Fresh Healthy Vending
- Company type: Vending machines; Franchising
- Industry: Vending
- Founder: Nick Yates
- Headquarters: 9605 Scranton Rd. #350 San Diego, California 92121 United States
- Area served: US Nationwide Excluding CA
- Products: Vending Machine
- Number of employees: 15-20
- Website: Company Website

= Fresh Healthy Vending =

American vending machine company

Fresh Healthy Vending is a vending machine company located in San Diego, California specializing in healthy alternatives to traditional vending machine snack foods and beverages. It was founded in June 2010. The company's refrigerated machines offer carrots, yogurt, smoothies, granola bars and beverages such as milk, juice and teas.
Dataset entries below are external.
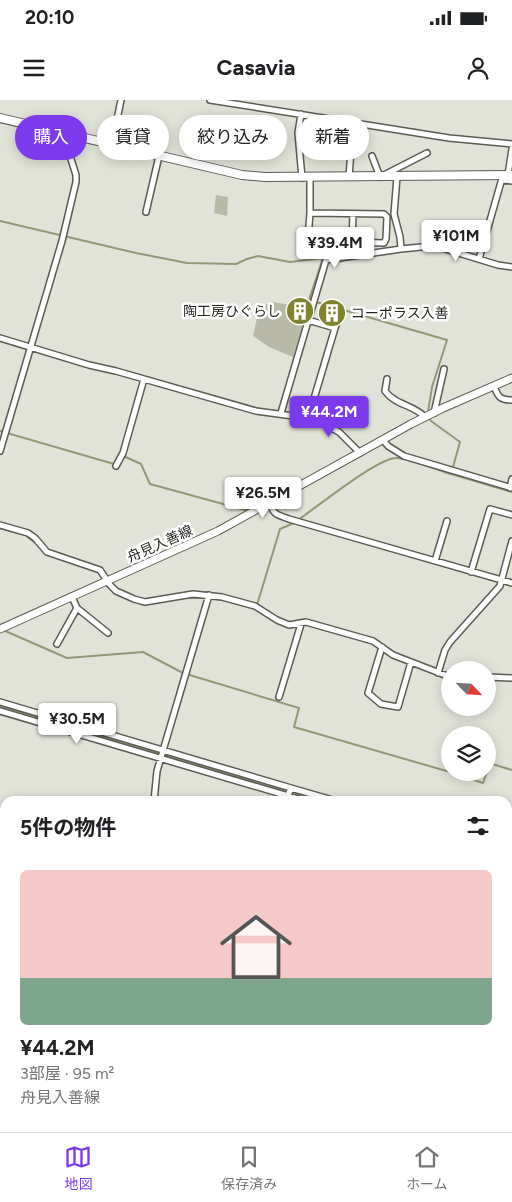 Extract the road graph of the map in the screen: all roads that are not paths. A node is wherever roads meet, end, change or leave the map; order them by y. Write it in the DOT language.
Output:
graph roads {
  1 [pos="121,100"];
  2 [pos="210,100"];
  3 [pos="301,114"];
  4 [pos="118,115"];
  5 [pos="307,115"];
  6 [pos="0,118"];
  7 [pos="15,121"];
  8 [pos="369,125"];
  9 [pos="512,144"];
  10 [pos="512,148"];
  11 [pos="427,153"];
  12 [pos="372,156"];
  13 [pos="169,158"];
  14 [pos="71,160"];
  15 [pos="158,160"];
  16 [pos="350,160"];
  17 [pos="349,177"];
  18 [pos="380,177"];
  19 [pos="397,177"];
  20 [pos="508,177"];
  21 [pos="306,178"];
  22 [pos="146,212"];
  23 [pos="310,213"];
  24 [pos="353,214"];
  25 [pos="327,242"];
  26 [pos="352,242"];
  27 [pos="401,249"];
  28 [pos="479,259"];
  29 [pos="326,260"];
  30 [pos="512,267"];
  31 [pos="340,311"];
  32 [pos="308,320"];
  33 [pos="335,328"];
  34 [pos="0,338"];
  35 [pos="31,347"];
  36 [pos="444,369"];
  37 [pos="512,378"];
  38 [pos="144,379"];
  39 [pos="387,379"];
  40 [pos="494,386"];
  41 [pos="512,400"];
  42 [pos="434,413"];
  43 [pos="281,414"];
  44 [pos="301,416"];
  45 [pos="425,417"];
  46 [pos="383,440"];
  47 [pos="0,451"];
  48 [pos="360,453"];
  49 [pos="116,466"];
  50 [pos="512,479"];
  51 [pos="511,488"];
  52 [pos="270,503"];
  53 [pos="512,514"];
  54 [pos="447,521"];
  55 [pos="0,525"];
  56 [pos="512,541"];
  57 [pos="435,561"];
  58 [pos="472,572"];
  59 [pos="501,580"];
  60 [pos="108,581"];
  61 [pos="512,583"];
  62 [pos="209,595"];
  63 [pos="72,597"];
  64 [pos="77,608"];
  65 [pos="301,624"];
  66 [pos="2,626"];
  67 [pos="108,633"];
  68 [pos="57,644"];
  69 [pos="382,647"];
  70 [pos="411,662"];
  71 [pos="438,673"];
  72 [pos="441,674"];
  73 [pos="496,677"];
  74 [pos="512,678"];
  75 [pos="279,697"];
  76 [pos="0,702"];
  77 [pos="0,711"];
  78 [pos="163,751"];
  79 [pos="161,759"];
  80 [pos="291,788"];
  81 [pos="154,796"];
  82 [pos="278,796"];
  83 [pos="288,796"];
  84 [pos="319,796"];
  1 -- 4 [label="street"];
  2 -- 3 [label="street"];
  3 -- 5 [label="street"];
  3 -- 21 [label="street"];
  6 -- 7 [label="main road"];
  8 -- 9 [label="street"];
  10 -- 20 [label="street"];
  11 -- 18 [label="street"];
  12 -- 18 [label="street"];
  13 -- 21 [label="main road"];
  14 -- 35 [label="street"];
  15 -- 22 [label="street"];
  16 -- 17 [label="street"];
  17 -- 18 [label="main road"];
  17 -- 21 [label="main road"];
  18 -- 19 [label="main road"];
  19 -- 20 [label="main road"];
  19 -- 27 [label="street"];
  20 -- 28 [label="street"];
  21 -- 23 [label="street"];
  23 -- 24 [label="street"];
  23 -- 25 [label="street"];
  24 -- 26 [label="street"];
  24 -- 26 [label="street"];
  25 -- 26 [label="street"];
  25 -- 29 [label="street"];
  27 -- 28 [label="street"];
  27 -- 29 [label="street"];
  28 -- 30 [label="street"];
  29 -- 32 [label="street"];
  31 -- 33 [label="street"];
  32 -- 33 [label="street"];
  32 -- 43 [label="street"];
  33 -- 44 [label="street"];
  34 -- 35 [label="street"];
  35 -- 38 [label="street"];
  35 -- 47 [label="street"];
  36 -- 42 [label="street"];
  37 -- 40 [label="main road, 舟見入善線"];
  38 -- 43 [label="street"];
  38 -- 49 [label="street"];
  39 -- 45 [label="street"];
  40 -- 41 [label="street"];
  40 -- 42 [label="main road, 舟見入善線"];
  42 -- 45 [label="main road, 舟見入善線"];
  43 -- 44 [label="street"];
  44 -- 48 [label="street"];
  45 -- 46 [label="main road, 舟見入善線"];
  46 -- 48 [label="main road, 舟見入善線"];
  46 -- 51 [label="street"];
  48 -- 52 [label="main road, 舟見入善線"];
  50 -- 51 [label="street"];
  52 -- 57 [label="street"];
  52 -- 60 [label="main road, 舟見入善線"];
  53 -- 58 [label="street"];
  54 -- 57 [label="street"];
  55 -- 60 [label="street"];
  56 -- 59 [label="street"];
  57 -- 58 [label="street"];
  58 -- 59 [label="street"];
  59 -- 61 [label="street"];
  59 -- 71 [label="street"];
  60 -- 62 [label="street"];
  60 -- 63 [label="main road, 舟見入善線"];
  62 -- 65 [label="street"];
  62 -- 78 [label="street"];
  63 -- 64 [label="street"];
  63 -- 66 [label="main road, 舟見入善線"];
  64 -- 67 [label="street"];
  64 -- 68 [label="street"];
  65 -- 69 [label="street"];
  65 -- 75 [label="street"];
  69 -- 70 [label="street"];
  69 -- 70 [label="street"];
  70 -- 71 [label="street"];
  71 -- 72 [label="street"];
  73 -- 74 [label="street"];
  76 -- 78 [label="street"];
  77 -- 79 [label="street"];
  78 -- 79 [label="street"];
  78 -- 80 [label="street"];
  79 -- 81 [label="street"];
  79 -- 82 [label="street"];
  80 -- 83 [label="street"];
  80 -- 84 [label="street"];
}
The company states that it sells only organic, natural and healthy foods and drinks, and the branded vending machines appear largely in schools, hospitals, health clubs and community organizations. As of 2011, the company had more than 2,000 vending machines in place around the country; about three-quarters of them are in schools. The company operates under a franchise model.

Fresh Healthy Vending has been active in providing healthy vending products to schools, as encouraged by the Healthy, Hunger-Free Kids Act of 2010, which placed a prohibition on high-calorie junk food in school vending machines.

In 2010, Fresh Healthy Vending became a publicly traded company trading under the stock symbol VEND. Fresh Healthy Vending was nominated by both Entrepreneur and Inc magazine.

In 2015, Fresh Healthy Vending changed its name to Generation Next Franchise Brands and in the same year launched Reis and Irvy's Frozen Yogurt Robot Vending Franchise.

In 2019, launched a corporate owned fund to operate the frozen yogurt vending robots in 2019.

==Legal and regulatory complaints==
In 2013, the California Corporations Commission filed action against Fresh Healthy Vending, Inc. found Fresh Healthy Vending to have "committed multiple violations of the California Franchise Investment Law." The company is currently not permitted to market or sell franchises in California, and is limited to operating locations under its direct control and ownership.

In March 2016, the company was reported to the Securities Exchange commission for allegedly hiring spammers to distribute material promoting the company to large numbers of individuals in an effort to increase stock prices.

Fresh Healthy Vending declared bankruptcy on September 27, 2018.